In the published series of esophageal perforation the rate of surgical interventions as first line treatment is given between 47%-77% [1,3-7,10,11]. Surgical therapies include primary repair, drainage only, or esophagectomy mostly. Nowadays endoscopic stenting and other endoscopic modalities have an increasing trend over surgery. In the study of Gray et al [12] with 2543 esophageal perforations, 48.3% of the patients had stents for treatment and stenting increased from 7.0% in 2009 to 78.1% in 2019. In our series only one patient had stent at the same time with surgery because of wide perforation area.
Management strategies differs from center to center, patient to patient as there are no clear guidelines. Optimum therapy should be chosen according to patients’ comorbidities, etiology, perforation localization, extent of perforation, time to diagnosis and medical status of the patient. Abbas et al [4] proposed a perforation severity score (PSS) to guide selecting patients for operative or non-operative management. PSS ≤ 2 low-risk, PSS 3-5 intermediate-risk and PSS > 5 is estimated to be related with high-risk groups. In our study there was no mortality in low-risk group and median PSS was higher for patients with mortality although statistically not significant (8.5 / 6, p = 0.59 respectively). Patients with low-risk score and who have a contained leak could be treated with non-operative therapies. High-risk group should be treated with aggressive management because mortality rates are high. İntermediate risk group can be treated with individualized therapies based on underlying etiology, comorbidities, localization and extent of perforation. No patient with cervical perforation died in our cohort. Our mortality rate is 19% and it is comparable with the literature (13%-23.4%) [1-8].
Cervical perforations have low mortality risk so they can be managed as low-risk group [6]. Comorbidity scores of patients and underlying esophageal pathologies could be included in the PSS because these factors directly influence the operative management strategies. [5].
In conclusion, as this is a retrospective study with limited number of patients and also patients were not treated according to PSS or any other guideline, the results should be interpreted carefully. It can give an idea of treatment strategies for a rare and urgent clinical situation.

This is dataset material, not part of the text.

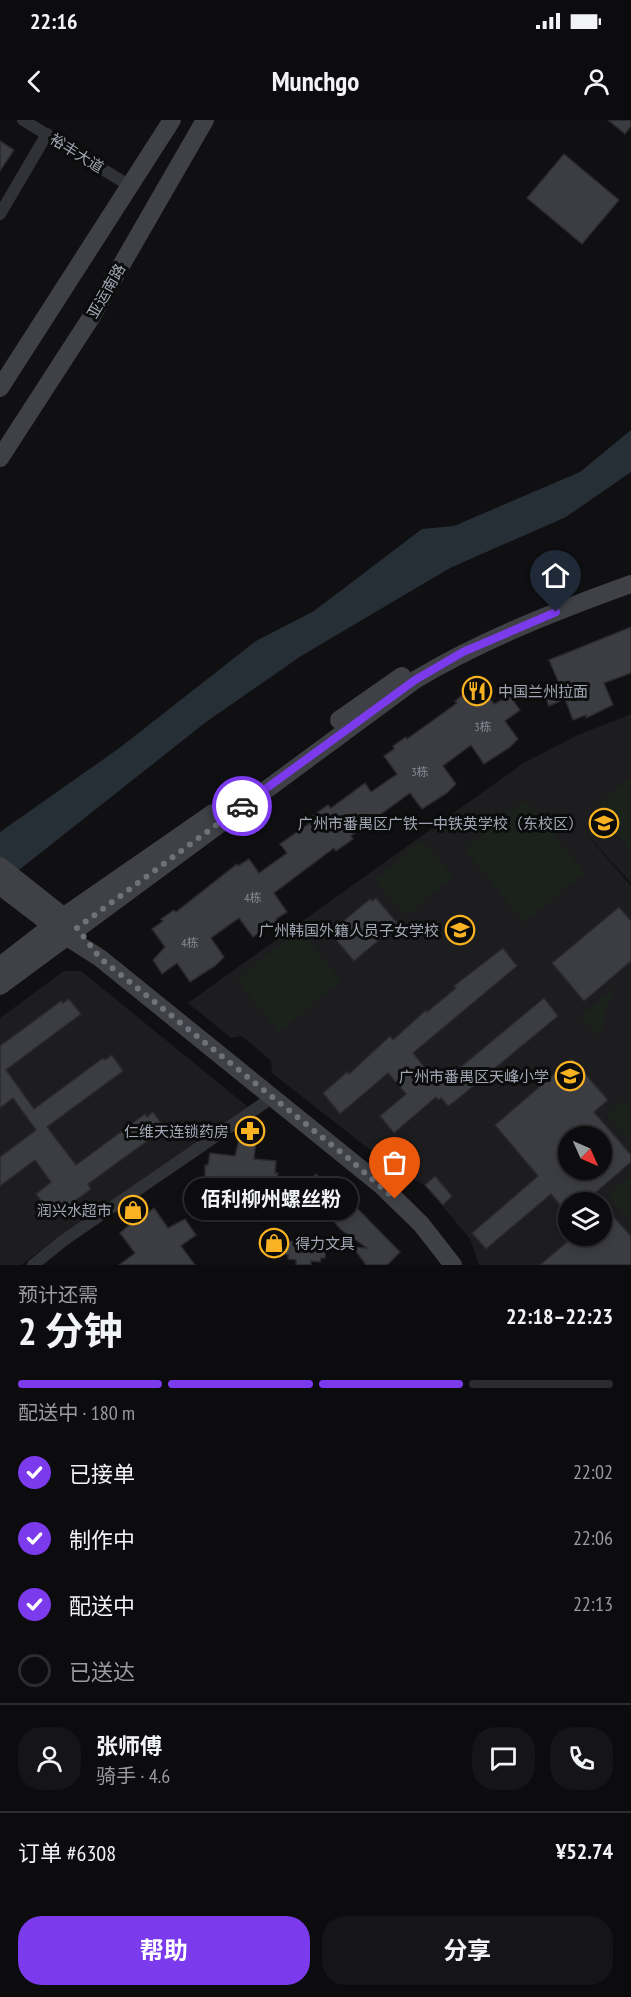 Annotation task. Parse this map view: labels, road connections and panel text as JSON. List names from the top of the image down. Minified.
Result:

Declaration of conflicting interests
The authors declared no conflicts of interest with respect
to the authorship and/or publication of this article.
Funding
The authors received no financial support for the research
and/or authorship of this article.
Ethics approval
This study was approved by the Ankara University, Institutional
Review Board (2024/279, No: I03-286-24)).
Authors’ contribution
GK: conceptualized and designed the study, collected,
analyzed and interpreted the data, wrote the paper, YK:
collected the data, reviewed the literature, MÖ: revised
the final version of the manuscript, and co-wrote the paper,
BY: revised the final version of the manuscript. All
authors read and approved the final manuscript.